One
of the biggest misconceptions about employee portals is that they are
predominantly an HR project. As Thomas Otter, strategy director at Pecaso,
points out, the real picture is much bigger, and organisations embarking on a
portal rollout need to be wary of a range of political, cultural and technical
challenges. With some 30 employee portal implementations under his belt, Otter
argues that HR needs to rethink its whole attitude to the way that technology
is transforming the workplace.
Q.
Organisations face a wide range of challenges when they go down the employee
portal route. What should they be particularly aware of?
A.
The biggest single issue is a political one. It is very interesting as to who
thinks they own it. There is a cosy community in the HR world that thinks they
own it, finance thinks they own it, and IT thinks they own it. One of the
biggest dangers is not getting all these people around the table early on.
Q.
Why is there so much interest from other parts of the organisation?
A.
HR is just 20 per cent of the story. Employee information, change of address,
what jobs are available, work policies – those are all important. But what is
more important to the company is what sales orders are outstanding, what
customers are about to leave – to think of portals in an HR-only context is to
miss the point. Other areas include finance, budgeting – you have these things
to get the information people need to make real decisions. You have got to
differentiate between an employee portal and an HR portal.
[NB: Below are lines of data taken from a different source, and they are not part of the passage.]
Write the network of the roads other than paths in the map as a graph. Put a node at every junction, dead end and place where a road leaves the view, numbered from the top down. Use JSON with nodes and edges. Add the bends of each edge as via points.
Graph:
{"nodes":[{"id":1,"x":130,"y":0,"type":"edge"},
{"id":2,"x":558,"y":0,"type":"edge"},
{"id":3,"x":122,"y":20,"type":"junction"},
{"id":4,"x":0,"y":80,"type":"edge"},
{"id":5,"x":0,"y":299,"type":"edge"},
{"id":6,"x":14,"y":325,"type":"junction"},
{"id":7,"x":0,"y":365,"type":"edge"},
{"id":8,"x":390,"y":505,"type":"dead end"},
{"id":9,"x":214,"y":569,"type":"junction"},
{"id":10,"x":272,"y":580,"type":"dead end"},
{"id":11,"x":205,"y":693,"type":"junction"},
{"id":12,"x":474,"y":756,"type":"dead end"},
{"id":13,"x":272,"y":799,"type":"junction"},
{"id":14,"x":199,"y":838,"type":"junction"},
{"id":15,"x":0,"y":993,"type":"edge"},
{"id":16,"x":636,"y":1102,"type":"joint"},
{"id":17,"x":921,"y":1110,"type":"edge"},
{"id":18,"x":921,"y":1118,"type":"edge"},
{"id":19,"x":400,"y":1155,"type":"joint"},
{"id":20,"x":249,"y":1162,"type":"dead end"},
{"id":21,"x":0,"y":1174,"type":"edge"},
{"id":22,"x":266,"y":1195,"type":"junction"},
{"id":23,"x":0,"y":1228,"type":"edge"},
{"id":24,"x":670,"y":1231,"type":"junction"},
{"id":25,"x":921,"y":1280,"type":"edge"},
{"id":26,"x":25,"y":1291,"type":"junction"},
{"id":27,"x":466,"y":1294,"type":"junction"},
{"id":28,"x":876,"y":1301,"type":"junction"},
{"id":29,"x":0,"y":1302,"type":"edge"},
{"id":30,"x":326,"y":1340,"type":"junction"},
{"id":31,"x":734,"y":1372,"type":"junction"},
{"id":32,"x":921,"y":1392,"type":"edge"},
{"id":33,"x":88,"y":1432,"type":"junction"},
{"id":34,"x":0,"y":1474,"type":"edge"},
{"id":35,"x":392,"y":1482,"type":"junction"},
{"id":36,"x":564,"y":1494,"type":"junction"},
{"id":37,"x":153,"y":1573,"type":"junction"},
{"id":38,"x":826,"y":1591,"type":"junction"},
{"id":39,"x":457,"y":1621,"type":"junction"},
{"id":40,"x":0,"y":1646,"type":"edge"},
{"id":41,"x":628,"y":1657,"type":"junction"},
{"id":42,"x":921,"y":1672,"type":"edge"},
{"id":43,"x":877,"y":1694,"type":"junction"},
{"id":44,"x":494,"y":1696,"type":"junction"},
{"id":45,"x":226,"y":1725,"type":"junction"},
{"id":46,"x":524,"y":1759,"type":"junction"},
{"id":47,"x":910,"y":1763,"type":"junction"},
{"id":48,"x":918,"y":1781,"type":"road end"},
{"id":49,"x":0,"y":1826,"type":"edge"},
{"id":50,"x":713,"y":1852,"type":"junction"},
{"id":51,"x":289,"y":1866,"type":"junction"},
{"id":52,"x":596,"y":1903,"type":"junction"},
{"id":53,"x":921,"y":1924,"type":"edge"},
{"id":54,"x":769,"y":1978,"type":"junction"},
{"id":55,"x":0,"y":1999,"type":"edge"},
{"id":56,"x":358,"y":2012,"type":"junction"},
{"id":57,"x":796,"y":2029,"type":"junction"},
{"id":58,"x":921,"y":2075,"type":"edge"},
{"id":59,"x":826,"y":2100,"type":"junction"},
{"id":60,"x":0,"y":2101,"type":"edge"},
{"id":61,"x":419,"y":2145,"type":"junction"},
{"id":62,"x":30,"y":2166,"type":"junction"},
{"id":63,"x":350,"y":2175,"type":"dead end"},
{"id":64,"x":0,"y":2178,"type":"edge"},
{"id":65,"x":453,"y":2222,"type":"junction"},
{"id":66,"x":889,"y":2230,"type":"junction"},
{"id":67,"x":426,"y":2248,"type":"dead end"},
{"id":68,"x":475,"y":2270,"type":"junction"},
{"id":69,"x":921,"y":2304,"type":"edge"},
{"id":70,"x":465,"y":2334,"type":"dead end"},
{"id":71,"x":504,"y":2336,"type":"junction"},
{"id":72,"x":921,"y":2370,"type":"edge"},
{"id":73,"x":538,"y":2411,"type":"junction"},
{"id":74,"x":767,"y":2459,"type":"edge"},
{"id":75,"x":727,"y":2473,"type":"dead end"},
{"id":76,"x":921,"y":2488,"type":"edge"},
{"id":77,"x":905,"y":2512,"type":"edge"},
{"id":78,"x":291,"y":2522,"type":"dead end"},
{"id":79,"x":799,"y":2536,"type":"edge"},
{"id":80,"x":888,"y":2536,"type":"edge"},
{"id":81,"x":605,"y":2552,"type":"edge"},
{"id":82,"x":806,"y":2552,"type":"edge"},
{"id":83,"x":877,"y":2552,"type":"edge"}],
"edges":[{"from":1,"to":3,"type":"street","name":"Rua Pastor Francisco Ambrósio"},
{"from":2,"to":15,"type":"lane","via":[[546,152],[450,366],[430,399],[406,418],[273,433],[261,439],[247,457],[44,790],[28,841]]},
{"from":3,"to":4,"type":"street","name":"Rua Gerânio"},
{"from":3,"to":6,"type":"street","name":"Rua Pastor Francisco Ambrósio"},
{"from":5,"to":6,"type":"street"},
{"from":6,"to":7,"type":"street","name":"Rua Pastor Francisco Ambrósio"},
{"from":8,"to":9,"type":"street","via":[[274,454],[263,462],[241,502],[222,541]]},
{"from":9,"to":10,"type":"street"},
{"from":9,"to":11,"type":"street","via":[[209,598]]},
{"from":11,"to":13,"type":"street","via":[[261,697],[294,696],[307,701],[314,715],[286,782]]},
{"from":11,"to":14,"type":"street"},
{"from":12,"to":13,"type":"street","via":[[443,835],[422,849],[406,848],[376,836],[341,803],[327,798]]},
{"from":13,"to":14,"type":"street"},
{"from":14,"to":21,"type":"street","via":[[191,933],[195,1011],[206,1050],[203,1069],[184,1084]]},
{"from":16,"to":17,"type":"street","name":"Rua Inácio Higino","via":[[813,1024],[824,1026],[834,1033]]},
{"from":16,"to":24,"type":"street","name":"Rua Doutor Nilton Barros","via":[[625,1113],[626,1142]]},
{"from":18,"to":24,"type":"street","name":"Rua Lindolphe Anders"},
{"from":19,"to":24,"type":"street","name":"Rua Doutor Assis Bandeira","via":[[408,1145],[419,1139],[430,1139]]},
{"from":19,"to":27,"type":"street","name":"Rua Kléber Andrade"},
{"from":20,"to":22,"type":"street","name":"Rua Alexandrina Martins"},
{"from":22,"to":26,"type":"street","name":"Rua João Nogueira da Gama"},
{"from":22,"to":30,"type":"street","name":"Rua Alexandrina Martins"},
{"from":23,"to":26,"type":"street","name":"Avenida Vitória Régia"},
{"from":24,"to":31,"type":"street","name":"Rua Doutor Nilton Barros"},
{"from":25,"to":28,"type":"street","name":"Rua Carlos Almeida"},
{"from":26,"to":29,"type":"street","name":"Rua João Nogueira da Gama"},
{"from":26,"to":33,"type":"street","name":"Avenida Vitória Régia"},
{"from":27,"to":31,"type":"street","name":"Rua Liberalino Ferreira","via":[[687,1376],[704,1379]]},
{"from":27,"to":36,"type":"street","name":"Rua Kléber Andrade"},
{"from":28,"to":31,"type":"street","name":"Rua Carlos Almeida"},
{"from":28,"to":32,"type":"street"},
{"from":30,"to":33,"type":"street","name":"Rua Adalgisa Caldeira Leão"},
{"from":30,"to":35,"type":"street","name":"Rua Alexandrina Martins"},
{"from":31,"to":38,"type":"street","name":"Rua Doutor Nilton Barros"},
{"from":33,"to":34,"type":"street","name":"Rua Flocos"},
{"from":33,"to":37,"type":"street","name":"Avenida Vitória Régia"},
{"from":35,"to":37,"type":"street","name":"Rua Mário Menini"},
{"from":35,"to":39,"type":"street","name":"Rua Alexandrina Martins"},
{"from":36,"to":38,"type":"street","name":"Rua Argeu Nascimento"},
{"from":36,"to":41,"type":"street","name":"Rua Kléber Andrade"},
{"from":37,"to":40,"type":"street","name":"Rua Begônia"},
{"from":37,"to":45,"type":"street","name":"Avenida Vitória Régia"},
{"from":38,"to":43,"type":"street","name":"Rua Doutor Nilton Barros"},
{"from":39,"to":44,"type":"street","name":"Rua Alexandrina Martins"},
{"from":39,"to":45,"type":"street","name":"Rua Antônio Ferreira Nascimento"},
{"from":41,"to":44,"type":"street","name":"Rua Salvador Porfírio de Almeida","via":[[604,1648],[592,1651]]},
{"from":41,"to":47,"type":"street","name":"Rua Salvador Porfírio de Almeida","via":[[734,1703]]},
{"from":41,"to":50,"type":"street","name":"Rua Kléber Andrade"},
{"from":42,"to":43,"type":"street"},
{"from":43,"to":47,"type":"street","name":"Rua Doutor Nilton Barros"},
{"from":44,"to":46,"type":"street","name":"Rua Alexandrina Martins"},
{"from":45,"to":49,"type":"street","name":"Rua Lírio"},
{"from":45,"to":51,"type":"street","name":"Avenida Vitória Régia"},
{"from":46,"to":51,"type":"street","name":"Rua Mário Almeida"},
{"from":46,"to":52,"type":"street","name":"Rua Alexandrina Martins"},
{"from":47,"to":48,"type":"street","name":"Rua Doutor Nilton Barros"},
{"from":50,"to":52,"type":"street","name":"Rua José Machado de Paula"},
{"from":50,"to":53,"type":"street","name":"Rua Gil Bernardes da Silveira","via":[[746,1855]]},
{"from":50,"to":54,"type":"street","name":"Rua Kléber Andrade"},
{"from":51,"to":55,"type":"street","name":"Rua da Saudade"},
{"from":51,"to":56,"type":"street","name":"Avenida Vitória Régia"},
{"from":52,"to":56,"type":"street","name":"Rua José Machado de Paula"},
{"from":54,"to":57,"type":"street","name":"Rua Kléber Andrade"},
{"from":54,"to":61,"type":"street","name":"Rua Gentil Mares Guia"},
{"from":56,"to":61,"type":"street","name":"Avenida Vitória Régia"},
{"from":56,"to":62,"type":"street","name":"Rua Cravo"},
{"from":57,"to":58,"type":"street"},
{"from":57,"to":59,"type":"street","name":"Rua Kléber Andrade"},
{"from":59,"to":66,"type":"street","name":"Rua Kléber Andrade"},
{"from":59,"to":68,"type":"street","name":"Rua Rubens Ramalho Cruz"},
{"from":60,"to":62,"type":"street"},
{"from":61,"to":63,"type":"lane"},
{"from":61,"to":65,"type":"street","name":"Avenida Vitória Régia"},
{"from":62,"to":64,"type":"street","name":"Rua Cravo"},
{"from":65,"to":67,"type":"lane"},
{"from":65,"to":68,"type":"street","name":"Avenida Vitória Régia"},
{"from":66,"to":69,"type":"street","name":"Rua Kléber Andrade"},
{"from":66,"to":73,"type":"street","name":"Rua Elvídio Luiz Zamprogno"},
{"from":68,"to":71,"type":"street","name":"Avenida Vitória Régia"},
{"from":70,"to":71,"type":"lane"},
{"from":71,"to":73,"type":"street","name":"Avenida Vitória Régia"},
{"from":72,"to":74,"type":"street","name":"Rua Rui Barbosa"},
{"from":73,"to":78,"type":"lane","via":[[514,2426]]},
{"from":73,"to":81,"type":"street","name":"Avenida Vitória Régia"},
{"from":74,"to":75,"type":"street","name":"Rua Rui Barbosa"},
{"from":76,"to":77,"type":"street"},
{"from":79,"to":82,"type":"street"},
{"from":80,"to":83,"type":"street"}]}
An HR portal will
deliver HR information and processes – but the end goal should be bigger than
that.
Q.
That seems to minimise the significance of HR in what is an employee-centric
initiative.
A.
The HR data can play a bedrock role. The information it provides is useful, but
more important, if it is well integrated into the portal, it plays a key role
in the personalisation of the other services. For example, you can look at what
job function an employee is in, how long they have been in it, and devise their
training requirements or provide news services.
Q.
From a cultural perspective, employee resistance is often cited as a problem in
rollouts of HR self-service through the portal. What is your experience?
A.
I’ve done 30 or 40 employee self-service projects, and I have never had any
resistance. I have had HR resistance in the past – when they do not trust
employees to maintain their own data – but most have seen that this is basic
common sense. Managers are more interesting – it really depends on the way the
project is sold, how easy the technology is to use, and the computer literacy
of the manager. Where literacy is lower, there is some fear from managers, who
see it as HR dumping its work on them.
Q.
What about employee literacy?
A.
If you have got an organisation with limited web access – for example, with
large numbers of blue-collar workers – you have got to be careful not to
provide lots of services over the web where people cannot access them. Kiosks
are one option. Some organisations have established cyber cafés – they make it
a pleasant place to be, putting it next to a coffee machine, where you are
drawn to it. That works exceptionally well. You have got to make them
available. Once individuals are on it, they tend to find it very useful and
interesting ñ for example, to look at online payslips.
Q.
How does rolling-out an employee portal compare to a customer portal?
A.
The employee portal is more complex. A customer portal exposes systems like
accounts payable, the order system, knowledge management with information about
products and services. In the employee portal, the number of applications that
need to be integrated is much larger.
Q.
What are the biggest technology challenges?
A.
You can split this into two areas – structured and unstructured data.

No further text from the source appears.